El Gato Maya

La Fiesta de la Cancha Maya: identidad viva frente a la modernidad que olvida

Por Luis Mis

En tiempos donde el turismo y la modernidad amenazan con devorar las raíces más profundas de Quintana Roo, la Fiesta de la Cancha Maya celebrada en Tulum emerge como un recordatorio de que la cultura no es un adorno folclórico: es el alma misma de los pueblos.

La gobernadora Mara Lezama Espinosa, acompañada de dignatarios mayas, autoridades y familias, encabezó esta ceremonia ancestral que, más allá del protocolo, simboliza la resistencia de un pueblo que ha sabido mantener su identidad pese a siglos de marginación, explotación y olvido.

“La Fiesta de la Cancha Maya es un encuentro con nuestras raíces… un espacio donde la tierra, la memoria y la esperanza se abrazan”, expresó la mandataria en el centro ceremonial. Y sí, en esas palabras hay una verdad que rebasa el discurso político: la cultura maya no sobrevive gracias al Estado, sino a pesar de él, sostenida por la fe, la palabra y la memoria de los propios pueblos.

El dignatario Nicasio Canché recordó que es la primera vez que un gobernante llega al inicio de la temporada de cosecha. No es un detalle menor: el gesto político adquiere valor simbólico cuando se traduce en presencia y reconocimiento. Los pueblos originarios no piden caridad, piden respeto; no exigen homenajes, sino participación real en las decisiones que afectan su territorio y su futuro.

Durante la ceremonia, la gobernadora habló de un gobierno “humanista y con corazón feminista”, de un “Nuevo Acuerdo por el Bienestar y Desarrollo de Quintana Roo” que busca incluir a todos. Sin embargo, la verdadera inclusión no se decreta desde el poder: se construye desde abajo, escuchando a quienes por siglos han sido silenciados por el ruido del progreso.

El pueblo maya ha sido el guardián silencioso de la memoria, el que siembra sin destruir, el que agradece antes de tomar, el que enseña que la tierra no se posee, se comparte. En un estado donde la especulación del suelo y el turismo masivo amenazan con borrar la historia, la Fiesta de la Cancha Maya se convierte en un acto de resistencia cultural, en una manera de decir: “seguimos aquí”.

Por eso, más allá de los discursos, esta fiesta representa algo más profundo: la posibilidad de reconciliarnos con lo que somos.

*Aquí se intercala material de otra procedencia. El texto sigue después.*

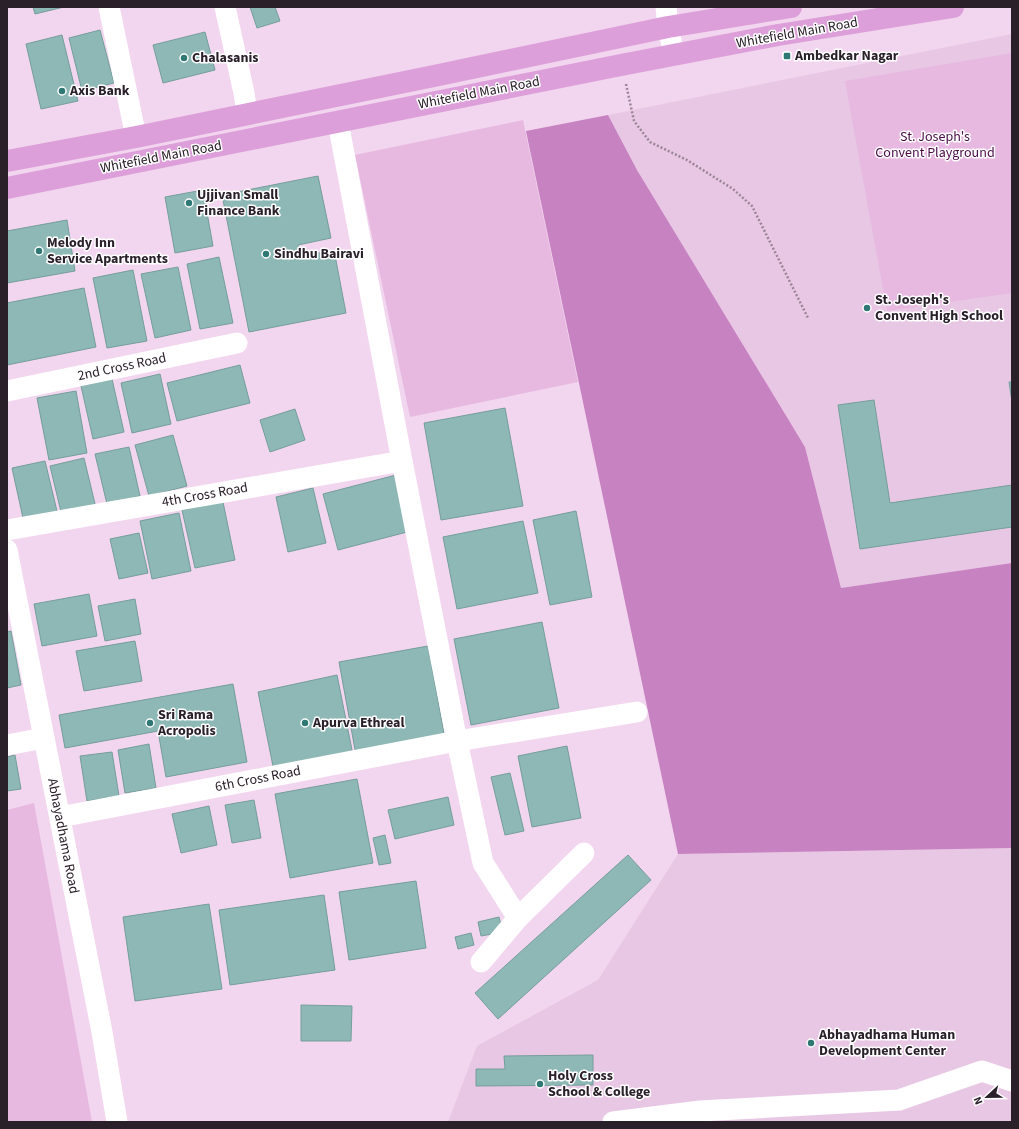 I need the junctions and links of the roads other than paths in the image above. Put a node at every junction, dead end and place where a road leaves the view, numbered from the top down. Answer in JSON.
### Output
{"nodes":[{"id":1,"x":109,"y":7,"type":"edge"},
{"id":2,"x":225,"y":7,"type":"edge"},
{"id":3,"x":791,"y":7,"type":"edge"},
{"id":4,"x":953,"y":7,"type":"edge"},
{"id":5,"x":667,"y":17,"type":"edge"},
{"id":6,"x":674,"y":55,"type":"junction"},
{"id":7,"x":247,"y":114,"type":"junction"},
{"id":8,"x":338,"y":122,"type":"junction"},
{"id":9,"x":136,"y":136,"type":"junction"},
{"id":10,"x":7,"y":162,"type":"edge"},
{"id":11,"x":7,"y":188,"type":"edge"},
{"id":12,"x":237,"y":343,"type":"dead end"},
{"id":13,"x":7,"y":390,"type":"edge"},
{"id":14,"x":402,"y":461,"type":"junction"},
{"id":15,"x":7,"y":530,"type":"edge"},
{"id":16,"x":7,"y":550,"type":"edge"},
{"id":17,"x":13,"y":615,"type":"edge"},
{"id":18,"x":637,"y":712,"type":"dead end"},
{"id":19,"x":44,"y":738,"type":"junction"},
{"id":20,"x":457,"y":741,"type":"junction"},
{"id":21,"x":7,"y":745,"type":"edge"},
{"id":22,"x":60,"y":817,"type":"junction"},
{"id":23,"x":584,"y":853,"type":"dead end"},
{"id":24,"x":518,"y":918,"type":"junction"},
{"id":25,"x":481,"y":962,"type":"dead end"},
{"id":26,"x":1012,"y":1081,"type":"edge"},
{"id":27,"x":117,"y":1122,"type":"edge"},
{"id":28,"x":613,"y":1122,"type":"edge"}],
"edges":[{"from":1,"to":9,"type":"street"},
{"from":2,"to":7,"type":"street"},
{"from":3,"to":5,"type":"main road","name":"Whitefield Main Road"},
{"from":4,"to":6,"type":"main road","name":"Whitefield Main Road"},
{"from":5,"to":6,"type":"street"},
{"from":5,"to":7,"type":"main road","name":"Whitefield Main Road"},
{"from":6,"to":8,"type":"main road","name":"Whitefield Main Road"},
{"from":7,"to":9,"type":"main road","name":"Whitefield Main Road"},
{"from":8,"to":11,"type":"main road","name":"Whitefield Main Road"},
{"from":8,"to":14,"type":"street"},
{"from":9,"to":10,"type":"main road","name":"Whitefield Main Road"},
{"from":12,"to":13,"type":"street","name":"2nd Cross Road"},
{"from":14,"to":15,"type":"street","name":"4th Cross Road"},
{"from":14,"to":20,"type":"street"},
{"from":16,"to":17,"type":"street","name":"Abhayadhama Road"},
{"from":17,"to":19,"type":"street","name":"Abhayadhama Road"},
{"from":18,"to":20,"type":"street","name":"6th Cross Road"},
{"from":19,"to":21,"type":"street"},
{"from":19,"to":22,"type":"street","name":"Abhayadhama Road"},
{"from":20,"to":22,"type":"street","name":"6th Cross Road"},
{"from":20,"to":24,"type":"street"},
{"from":22,"to":27,"type":"street","name":"Abhayadhama Road"},
{"from":23,"to":24,"type":"street"},
{"from":24,"to":25,"type":"street"},
{"from":26,"to":28,"type":"street"}]} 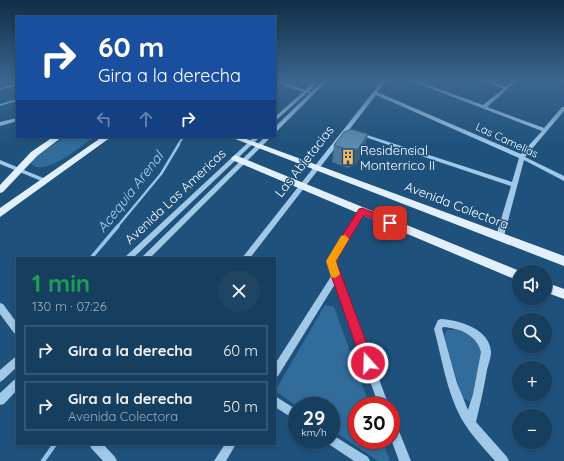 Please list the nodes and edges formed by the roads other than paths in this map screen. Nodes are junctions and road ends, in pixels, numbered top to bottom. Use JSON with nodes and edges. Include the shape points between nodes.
{"nodes":[{"id":1,"x":294,"y":103,"type":"edge"},
{"id":2,"x":303,"y":103,"type":"edge"},
{"id":3,"x":368,"y":103,"type":"edge"},
{"id":4,"x":397,"y":103,"type":"edge"},
{"id":5,"x":472,"y":103,"type":"edge"},
{"id":6,"x":489,"y":103,"type":"edge"},
{"id":7,"x":484,"y":107,"type":"junction"},
{"id":8,"x":564,"y":108,"type":"edge"},
{"id":9,"x":16,"y":119,"type":"edge"},
{"id":10,"x":276,"y":119,"type":"edge"},
{"id":11,"x":0,"y":124,"type":"edge"},
{"id":12,"x":276,"y":129,"type":"edge"},
{"id":13,"x":346,"y":130,"type":"junction"},
{"id":14,"x":545,"y":130,"type":"junction"},
{"id":15,"x":57,"y":138,"type":"edge"},
{"id":16,"x":106,"y":138,"type":"edge"},
{"id":17,"x":238,"y":138,"type":"edge"},
{"id":18,"x":266,"y":138,"type":"edge"},
{"id":19,"x":256,"y":142,"type":"edge"},
{"id":20,"x":522,"y":157,"type":"junction"},
{"id":21,"x":239,"y":160,"type":"junction"},
{"id":22,"x":0,"y":162,"type":"edge"},
{"id":23,"x":316,"y":167,"type":"junction"},
{"id":24,"x":19,"y":170,"type":"junction"},
{"id":25,"x":564,"y":179,"type":"edge"},
{"id":26,"x":46,"y":181,"type":"junction"},
{"id":27,"x":513,"y":185,"type":"junction"},
{"id":28,"x":302,"y":186,"type":"junction"},
{"id":29,"x":0,"y":190,"type":"edge"},
{"id":30,"x":362,"y":211,"type":"junction"},
{"id":31,"x":0,"y":213,"type":"edge"},
{"id":32,"x":500,"y":236,"type":"junction"},
{"id":33,"x":129,"y":257,"type":"edge"},
{"id":34,"x":146,"y":257,"type":"edge"},
{"id":35,"x":247,"y":257,"type":"edge"},
{"id":36,"x":564,"y":261,"type":"edge"},
{"id":37,"x":512,"y":273,"type":"edge"},
{"id":38,"x":336,"y":276,"type":"junction"},
{"id":39,"x":552,"y":289,"type":"edge"},
{"id":40,"x":564,"y":294,"type":"edge"},
{"id":41,"x":0,"y":306,"type":"edge"},
{"id":42,"x":16,"y":329,"type":"edge"},
{"id":43,"x":16,"y":362,"type":"edge"},
{"id":44,"x":276,"y":371,"type":"edge"},
{"id":45,"x":0,"y":377,"type":"edge"},
{"id":46,"x":16,"y":385,"type":"edge"},
{"id":47,"x":381,"y":397,"type":"edge"},
{"id":48,"x":0,"y":400,"type":"edge"},
{"id":49,"x":276,"y":402,"type":"edge"},
{"id":50,"x":288,"y":410,"type":"edge"},
{"id":51,"x":470,"y":423,"type":"junction"},
{"id":52,"x":98,"y":445,"type":"edge"},
{"id":53,"x":230,"y":445,"type":"edge"},
{"id":54,"x":340,"y":445,"type":"edge"},
{"id":55,"x":400,"y":449,"type":"edge"},
{"id":56,"x":111,"y":461,"type":"edge"},
{"id":57,"x":220,"y":461,"type":"edge"},
{"id":58,"x":364,"y":461,"type":"edge"},
{"id":59,"x":404,"y":461,"type":"edge"},
{"id":60,"x":503,"y":461,"type":"edge"}],
"edges":[{"from":1,"to":10,"type":"street"},
{"from":2,"to":12,"type":"street"},
{"from":3,"to":13,"type":"street","name":"Las Abietacias"},
{"from":4,"to":20,"type":"street","name":"Las Camelias"},
{"from":5,"to":7,"type":"street"},
{"from":6,"to":7,"type":"street"},
{"from":7,"to":14,"type":"street"},
{"from":8,"to":14,"type":"street"},
{"from":9,"to":11,"type":"street"},
{"from":13,"to":23,"type":"street","name":"Las Abietacias"},
{"from":13,"to":27,"type":"street"},
{"from":14,"to":20,"type":"street"},
{"from":15,"to":24,"type":"main road","via":[[34,154]]},
{"from":16,"to":26,"type":"main road"},
{"from":17,"to":19,"type":"main road","name":"Avenida Colectora"},
{"from":18,"to":19,"type":"street","name":"Avenida Las Americas"},
{"from":19,"to":21,"type":"street","name":"Avenida Las Americas"},
{"from":19,"to":21,"type":"street","name":"Avenida Las Americas"},
{"from":19,"to":23,"type":"main road","name":"Avenida Colectora"},
{"from":20,"to":25,"type":"street","name":"Las Camelias"},
{"from":20,"to":27,"type":"street"},
{"from":21,"to":28,"type":"main road"},
{"from":21,"to":33,"type":"street","name":"Avenida Las Americas"},
{"from":21,"to":34,"type":"street","name":"Avenida Las Americas"},
{"from":22,"to":24,"type":"street"},
{"from":23,"to":28,"type":"street","name":"Las Abietacias"},
{"from":23,"to":32,"type":"main road","name":"Avenida Colectora"},
{"from":24,"to":26,"type":"street"},
{"from":24,"to":29,"type":"main road"},
{"from":26,"to":31,"type":"main road"},
{"from":27,"to":32,"type":"street"},
{"from":28,"to":30,"type":"main road"},
{"from":28,"to":35,"type":"street","name":"Las Abietacias"},
{"from":30,"to":37,"type":"main road"},
{"from":30,"to":38,"type":"street","via":[[331,261]]},
{"from":32,"to":36,"type":"main road","name":"Avenida Colectora"},
{"from":38,"to":44,"type":"street"},
{"from":38,"to":47,"type":"street"},
{"from":39,"to":40,"type":"main road"},
{"from":41,"to":42,"type":"street"},
{"from":43,"to":45,"type":"street"},
{"from":46,"to":48,"type":"street"},
{"from":49,"to":50,"type":"street"},
{"from":51,"to":51,"type":"street","via":[[486,347],[474,334],[456,324],[441,323],[438,329],[455,391]]},
{"from":51,"to":60,"type":"street"},
{"from":52,"to":56,"type":"street"},
{"from":53,"to":57,"type":"street"},
{"from":54,"to":58,"type":"street"},
{"from":55,"to":59,"type":"street"}]}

Porque no hay transformación verdadera sin raíces, ni futuro posible sin la voz de los pueblos que han resistido el olvido.

Que la Cancha Maya siga siendo ese punto de encuentro donde el pasado y el presente se abrazan, donde la cultura no se exhibe, sino que se vive, y donde la identidad no es un souvenir, sino una manera digna de existir.